Stored data entries ->
§ §

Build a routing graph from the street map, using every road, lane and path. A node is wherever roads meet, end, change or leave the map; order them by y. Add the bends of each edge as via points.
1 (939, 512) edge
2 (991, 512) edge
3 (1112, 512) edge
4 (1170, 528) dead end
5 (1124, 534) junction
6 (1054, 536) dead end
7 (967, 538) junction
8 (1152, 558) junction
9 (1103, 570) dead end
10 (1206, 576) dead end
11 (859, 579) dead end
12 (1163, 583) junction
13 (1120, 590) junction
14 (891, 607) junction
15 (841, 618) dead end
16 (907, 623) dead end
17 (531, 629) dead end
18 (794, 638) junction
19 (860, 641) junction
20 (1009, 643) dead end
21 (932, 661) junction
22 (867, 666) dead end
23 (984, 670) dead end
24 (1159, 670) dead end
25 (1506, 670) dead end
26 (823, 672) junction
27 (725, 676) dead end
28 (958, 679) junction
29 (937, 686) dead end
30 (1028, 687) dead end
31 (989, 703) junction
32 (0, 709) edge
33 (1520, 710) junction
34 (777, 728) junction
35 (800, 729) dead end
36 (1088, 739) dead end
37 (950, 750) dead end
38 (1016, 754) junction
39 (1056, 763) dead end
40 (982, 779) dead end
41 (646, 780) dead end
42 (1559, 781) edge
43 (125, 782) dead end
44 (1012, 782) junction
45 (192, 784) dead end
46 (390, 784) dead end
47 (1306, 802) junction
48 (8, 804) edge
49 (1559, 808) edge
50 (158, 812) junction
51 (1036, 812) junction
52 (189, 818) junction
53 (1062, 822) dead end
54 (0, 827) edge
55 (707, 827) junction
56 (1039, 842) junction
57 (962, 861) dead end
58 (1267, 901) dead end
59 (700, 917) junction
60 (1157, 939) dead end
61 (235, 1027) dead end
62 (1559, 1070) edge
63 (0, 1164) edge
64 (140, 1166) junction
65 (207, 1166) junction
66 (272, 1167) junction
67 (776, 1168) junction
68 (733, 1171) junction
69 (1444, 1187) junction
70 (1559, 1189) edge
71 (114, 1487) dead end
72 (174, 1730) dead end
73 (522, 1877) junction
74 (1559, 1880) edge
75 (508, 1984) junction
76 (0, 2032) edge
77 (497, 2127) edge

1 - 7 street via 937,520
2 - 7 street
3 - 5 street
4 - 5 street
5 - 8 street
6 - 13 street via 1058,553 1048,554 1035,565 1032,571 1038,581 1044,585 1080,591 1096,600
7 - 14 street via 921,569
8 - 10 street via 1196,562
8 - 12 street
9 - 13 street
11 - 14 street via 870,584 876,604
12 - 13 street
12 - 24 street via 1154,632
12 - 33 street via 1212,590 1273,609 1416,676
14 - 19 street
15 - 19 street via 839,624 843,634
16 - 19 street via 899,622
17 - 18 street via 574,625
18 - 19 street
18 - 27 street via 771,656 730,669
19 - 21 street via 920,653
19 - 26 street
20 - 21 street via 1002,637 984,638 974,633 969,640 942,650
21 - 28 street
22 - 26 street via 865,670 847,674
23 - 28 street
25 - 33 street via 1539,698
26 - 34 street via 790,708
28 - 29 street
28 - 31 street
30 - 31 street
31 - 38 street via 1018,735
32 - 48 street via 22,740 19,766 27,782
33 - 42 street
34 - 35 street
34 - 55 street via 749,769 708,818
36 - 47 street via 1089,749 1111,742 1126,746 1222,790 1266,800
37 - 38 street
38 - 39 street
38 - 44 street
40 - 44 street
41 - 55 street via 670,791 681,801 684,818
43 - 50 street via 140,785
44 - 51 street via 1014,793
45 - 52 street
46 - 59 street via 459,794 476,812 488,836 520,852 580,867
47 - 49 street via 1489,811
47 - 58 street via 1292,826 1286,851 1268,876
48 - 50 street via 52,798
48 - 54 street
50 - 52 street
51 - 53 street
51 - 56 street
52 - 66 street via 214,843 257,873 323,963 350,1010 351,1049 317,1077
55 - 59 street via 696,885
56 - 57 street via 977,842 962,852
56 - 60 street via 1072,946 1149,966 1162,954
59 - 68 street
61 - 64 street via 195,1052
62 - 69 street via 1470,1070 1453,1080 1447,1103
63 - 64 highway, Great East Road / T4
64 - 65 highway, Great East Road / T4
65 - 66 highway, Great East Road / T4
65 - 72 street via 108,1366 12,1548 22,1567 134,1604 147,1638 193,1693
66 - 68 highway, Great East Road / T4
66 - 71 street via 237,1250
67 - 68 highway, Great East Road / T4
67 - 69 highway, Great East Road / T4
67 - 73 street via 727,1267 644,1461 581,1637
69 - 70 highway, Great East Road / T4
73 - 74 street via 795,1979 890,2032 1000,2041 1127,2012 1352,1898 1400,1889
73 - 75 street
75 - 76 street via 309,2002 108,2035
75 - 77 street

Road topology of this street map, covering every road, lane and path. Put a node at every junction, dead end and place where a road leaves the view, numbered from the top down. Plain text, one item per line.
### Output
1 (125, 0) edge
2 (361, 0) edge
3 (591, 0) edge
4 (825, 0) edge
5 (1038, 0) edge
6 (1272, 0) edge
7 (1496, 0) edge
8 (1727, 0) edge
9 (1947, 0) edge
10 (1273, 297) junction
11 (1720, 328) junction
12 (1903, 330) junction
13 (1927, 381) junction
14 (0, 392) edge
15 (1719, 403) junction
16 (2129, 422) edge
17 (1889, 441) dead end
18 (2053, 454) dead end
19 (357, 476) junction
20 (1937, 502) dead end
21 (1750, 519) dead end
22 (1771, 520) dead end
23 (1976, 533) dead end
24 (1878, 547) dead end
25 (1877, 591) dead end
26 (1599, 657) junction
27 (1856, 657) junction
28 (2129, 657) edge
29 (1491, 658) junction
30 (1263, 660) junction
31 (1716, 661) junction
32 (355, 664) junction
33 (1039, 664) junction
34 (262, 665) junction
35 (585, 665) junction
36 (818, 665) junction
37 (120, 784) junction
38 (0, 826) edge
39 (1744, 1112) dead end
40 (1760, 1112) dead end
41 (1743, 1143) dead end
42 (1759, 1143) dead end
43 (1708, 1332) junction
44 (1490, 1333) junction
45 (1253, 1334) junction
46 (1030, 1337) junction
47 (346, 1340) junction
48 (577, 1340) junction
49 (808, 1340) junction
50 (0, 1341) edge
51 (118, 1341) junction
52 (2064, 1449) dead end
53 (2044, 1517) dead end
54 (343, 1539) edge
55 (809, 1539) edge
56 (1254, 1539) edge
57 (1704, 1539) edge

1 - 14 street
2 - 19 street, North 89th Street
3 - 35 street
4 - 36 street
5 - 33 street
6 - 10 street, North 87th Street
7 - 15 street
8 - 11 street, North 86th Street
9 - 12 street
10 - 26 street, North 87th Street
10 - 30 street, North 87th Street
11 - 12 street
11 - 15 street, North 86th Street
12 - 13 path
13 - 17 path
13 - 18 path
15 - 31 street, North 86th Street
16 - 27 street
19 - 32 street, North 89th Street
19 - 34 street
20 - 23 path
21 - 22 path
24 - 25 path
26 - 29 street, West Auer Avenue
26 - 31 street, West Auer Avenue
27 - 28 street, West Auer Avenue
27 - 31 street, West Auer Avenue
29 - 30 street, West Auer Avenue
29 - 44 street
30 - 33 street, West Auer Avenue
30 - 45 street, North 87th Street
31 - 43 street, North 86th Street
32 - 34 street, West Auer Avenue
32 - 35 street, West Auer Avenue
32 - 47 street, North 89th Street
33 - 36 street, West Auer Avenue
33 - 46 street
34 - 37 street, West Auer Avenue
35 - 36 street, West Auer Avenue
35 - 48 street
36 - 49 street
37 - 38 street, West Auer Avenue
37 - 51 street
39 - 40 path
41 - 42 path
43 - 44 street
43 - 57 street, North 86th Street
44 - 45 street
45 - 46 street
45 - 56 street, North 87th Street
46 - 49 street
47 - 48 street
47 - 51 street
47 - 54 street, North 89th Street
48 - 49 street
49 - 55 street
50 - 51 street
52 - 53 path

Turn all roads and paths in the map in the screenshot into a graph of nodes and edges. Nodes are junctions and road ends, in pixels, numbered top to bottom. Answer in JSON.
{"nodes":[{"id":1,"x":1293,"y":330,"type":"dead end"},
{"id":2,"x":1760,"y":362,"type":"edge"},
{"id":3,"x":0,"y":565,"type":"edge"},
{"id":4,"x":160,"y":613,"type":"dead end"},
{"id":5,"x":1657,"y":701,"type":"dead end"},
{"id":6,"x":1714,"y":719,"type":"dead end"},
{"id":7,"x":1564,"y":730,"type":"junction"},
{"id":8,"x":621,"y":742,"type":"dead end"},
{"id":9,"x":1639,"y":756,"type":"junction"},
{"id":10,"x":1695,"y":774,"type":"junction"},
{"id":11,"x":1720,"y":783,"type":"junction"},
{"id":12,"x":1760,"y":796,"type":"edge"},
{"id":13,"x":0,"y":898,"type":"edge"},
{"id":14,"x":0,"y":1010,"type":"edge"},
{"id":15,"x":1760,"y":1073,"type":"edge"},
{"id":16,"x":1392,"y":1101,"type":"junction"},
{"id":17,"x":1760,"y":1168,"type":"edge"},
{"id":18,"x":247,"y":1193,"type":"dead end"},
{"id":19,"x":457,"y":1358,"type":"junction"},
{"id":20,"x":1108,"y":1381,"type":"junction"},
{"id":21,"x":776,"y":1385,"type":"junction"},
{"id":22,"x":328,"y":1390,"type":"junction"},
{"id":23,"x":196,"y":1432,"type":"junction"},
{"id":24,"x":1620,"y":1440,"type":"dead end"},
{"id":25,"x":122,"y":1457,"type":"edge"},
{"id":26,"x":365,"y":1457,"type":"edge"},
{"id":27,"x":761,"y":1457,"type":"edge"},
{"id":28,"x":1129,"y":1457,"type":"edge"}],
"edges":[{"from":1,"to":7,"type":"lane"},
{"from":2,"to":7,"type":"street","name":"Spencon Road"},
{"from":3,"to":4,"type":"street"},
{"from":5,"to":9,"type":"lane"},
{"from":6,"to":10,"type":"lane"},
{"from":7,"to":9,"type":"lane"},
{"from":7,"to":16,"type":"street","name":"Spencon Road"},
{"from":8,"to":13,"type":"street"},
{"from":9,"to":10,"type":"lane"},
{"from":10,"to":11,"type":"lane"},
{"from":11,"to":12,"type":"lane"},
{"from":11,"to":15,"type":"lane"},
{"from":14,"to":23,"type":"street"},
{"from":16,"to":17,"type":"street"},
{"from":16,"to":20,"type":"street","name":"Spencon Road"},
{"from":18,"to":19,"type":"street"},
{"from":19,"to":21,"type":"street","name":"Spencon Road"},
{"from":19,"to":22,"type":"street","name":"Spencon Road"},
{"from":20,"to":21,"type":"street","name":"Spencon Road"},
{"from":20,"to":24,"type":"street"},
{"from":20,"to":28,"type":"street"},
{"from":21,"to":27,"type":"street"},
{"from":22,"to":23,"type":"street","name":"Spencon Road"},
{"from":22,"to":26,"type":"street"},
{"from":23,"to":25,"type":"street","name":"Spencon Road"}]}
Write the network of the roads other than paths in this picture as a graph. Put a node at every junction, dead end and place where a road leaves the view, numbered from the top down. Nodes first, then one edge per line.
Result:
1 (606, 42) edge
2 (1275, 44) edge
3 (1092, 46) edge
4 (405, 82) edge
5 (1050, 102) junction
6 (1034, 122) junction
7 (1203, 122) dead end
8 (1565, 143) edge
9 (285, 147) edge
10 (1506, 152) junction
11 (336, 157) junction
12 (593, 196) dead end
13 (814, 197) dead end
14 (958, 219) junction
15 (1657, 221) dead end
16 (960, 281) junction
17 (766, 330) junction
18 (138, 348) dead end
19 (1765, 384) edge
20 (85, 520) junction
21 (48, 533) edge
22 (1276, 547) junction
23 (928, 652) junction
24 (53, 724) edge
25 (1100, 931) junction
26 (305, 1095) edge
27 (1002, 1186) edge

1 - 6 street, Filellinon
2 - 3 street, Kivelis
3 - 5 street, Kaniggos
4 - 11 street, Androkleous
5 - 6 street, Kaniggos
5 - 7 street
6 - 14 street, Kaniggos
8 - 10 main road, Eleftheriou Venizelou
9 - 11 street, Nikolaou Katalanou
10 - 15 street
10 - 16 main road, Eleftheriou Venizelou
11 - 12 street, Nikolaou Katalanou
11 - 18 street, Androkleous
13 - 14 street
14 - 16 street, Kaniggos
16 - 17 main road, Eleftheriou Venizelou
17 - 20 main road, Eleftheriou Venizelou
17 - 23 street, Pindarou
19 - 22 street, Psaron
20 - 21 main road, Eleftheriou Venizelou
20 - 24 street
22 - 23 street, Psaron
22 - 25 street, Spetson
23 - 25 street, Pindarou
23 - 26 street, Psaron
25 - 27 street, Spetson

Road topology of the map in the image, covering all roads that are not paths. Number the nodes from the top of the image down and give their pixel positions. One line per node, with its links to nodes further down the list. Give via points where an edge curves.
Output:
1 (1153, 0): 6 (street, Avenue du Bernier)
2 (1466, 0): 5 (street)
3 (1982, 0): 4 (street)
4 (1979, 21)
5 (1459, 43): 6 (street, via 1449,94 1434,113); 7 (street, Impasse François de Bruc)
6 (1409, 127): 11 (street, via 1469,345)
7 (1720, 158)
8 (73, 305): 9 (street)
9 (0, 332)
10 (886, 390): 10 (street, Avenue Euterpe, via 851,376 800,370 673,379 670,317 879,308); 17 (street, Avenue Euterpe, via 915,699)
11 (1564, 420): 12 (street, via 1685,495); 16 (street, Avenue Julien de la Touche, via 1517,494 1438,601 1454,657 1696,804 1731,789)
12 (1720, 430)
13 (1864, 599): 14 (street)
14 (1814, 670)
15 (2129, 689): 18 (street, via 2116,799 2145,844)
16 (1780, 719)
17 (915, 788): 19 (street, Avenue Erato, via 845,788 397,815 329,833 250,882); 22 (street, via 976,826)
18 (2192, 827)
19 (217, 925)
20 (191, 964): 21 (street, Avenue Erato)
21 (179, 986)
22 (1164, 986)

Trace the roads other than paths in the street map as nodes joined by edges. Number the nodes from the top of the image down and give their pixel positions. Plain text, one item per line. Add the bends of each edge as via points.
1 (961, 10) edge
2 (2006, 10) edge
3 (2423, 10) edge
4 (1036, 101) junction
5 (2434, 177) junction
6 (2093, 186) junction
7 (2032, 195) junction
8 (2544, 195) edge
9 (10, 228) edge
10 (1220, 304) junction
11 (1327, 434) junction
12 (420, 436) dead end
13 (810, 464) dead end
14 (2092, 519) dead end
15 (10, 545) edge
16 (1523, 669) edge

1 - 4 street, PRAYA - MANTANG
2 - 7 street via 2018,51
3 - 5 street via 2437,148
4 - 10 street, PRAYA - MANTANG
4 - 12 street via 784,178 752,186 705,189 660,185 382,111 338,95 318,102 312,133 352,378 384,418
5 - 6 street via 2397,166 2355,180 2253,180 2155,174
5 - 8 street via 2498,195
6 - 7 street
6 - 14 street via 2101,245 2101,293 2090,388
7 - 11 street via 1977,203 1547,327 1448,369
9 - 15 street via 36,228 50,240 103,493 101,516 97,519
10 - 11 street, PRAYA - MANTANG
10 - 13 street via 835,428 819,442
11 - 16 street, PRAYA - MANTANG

§ §

Exercise instructions ->
From the records, determine the number of lines holding the word "Erato", and state that number only.

Exercise response ->
2